▶ Task goal:
Set down all of the data exactly as it appears.

Stored items:

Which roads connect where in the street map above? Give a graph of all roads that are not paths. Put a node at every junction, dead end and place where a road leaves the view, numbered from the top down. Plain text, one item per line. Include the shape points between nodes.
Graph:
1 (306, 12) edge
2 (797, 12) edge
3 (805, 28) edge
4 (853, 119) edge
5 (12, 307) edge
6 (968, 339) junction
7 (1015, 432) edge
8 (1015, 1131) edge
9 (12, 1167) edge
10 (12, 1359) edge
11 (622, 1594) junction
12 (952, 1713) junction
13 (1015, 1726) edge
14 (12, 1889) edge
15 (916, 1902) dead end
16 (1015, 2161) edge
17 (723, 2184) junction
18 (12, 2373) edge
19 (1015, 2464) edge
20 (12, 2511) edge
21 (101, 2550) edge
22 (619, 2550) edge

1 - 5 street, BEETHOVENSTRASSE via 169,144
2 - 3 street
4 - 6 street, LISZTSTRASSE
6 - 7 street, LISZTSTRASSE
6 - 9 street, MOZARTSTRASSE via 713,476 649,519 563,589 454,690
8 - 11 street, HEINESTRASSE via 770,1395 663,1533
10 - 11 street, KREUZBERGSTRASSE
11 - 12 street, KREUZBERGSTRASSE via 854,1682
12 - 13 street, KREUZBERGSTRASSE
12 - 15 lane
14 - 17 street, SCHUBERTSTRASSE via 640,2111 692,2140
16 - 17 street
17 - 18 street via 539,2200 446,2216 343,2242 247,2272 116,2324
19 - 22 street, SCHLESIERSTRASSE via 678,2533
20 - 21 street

▶ Answer below:
Which roads connect where in the street map above? Give a graph of all roads that are not paths. Put a node at every junction, dead end and place where a road leaves the view, numbered from the top down. Plain text, one item per line. Include the shape points between nodes.
Graph:
1 (306, 12) edge
2 (797, 12) edge
3 (805, 28) edge
4 (853, 119) edge
5 (12, 307) edge
6 (968, 339) junction
7 (1015, 432) edge
8 (1015, 1131) edge
9 (12, 1167) edge
10 (12, 1359) edge
11 (622, 1594) junction
12 (952, 1713) junction
13 (1015, 1726) edge
14 (12, 1889) edge
15 (916, 1902) dead end
16 (1015, 2161) edge
17 (723, 2184) junction
18 (12, 2373) edge
19 (1015, 2464) edge
20 (12, 2511) edge
21 (101, 2550) edge
22 (619, 2550) edge

1 - 5 street, BEETHOVENSTRASSE via 169,144
2 - 3 street
4 - 6 street, LISZTSTRASSE
6 - 7 street, LISZTSTRASSE
6 - 9 street, MOZARTSTRASSE via 713,476 649,519 563,589 454,690
8 - 11 street, HEINESTRASSE via 770,1395 663,1533
10 - 11 street, KREUZBERGSTRASSE
11 - 12 street, KREUZBERGSTRASSE via 854,1682
12 - 13 street, KREUZBERGSTRASSE
12 - 15 lane
14 - 17 street, SCHUBERTSTRASSE via 640,2111 692,2140
16 - 17 street
17 - 18 street via 539,2200 446,2216 343,2242 247,2272 116,2324
19 - 22 street, SCHLESIERSTRASSE via 678,2533
20 - 21 street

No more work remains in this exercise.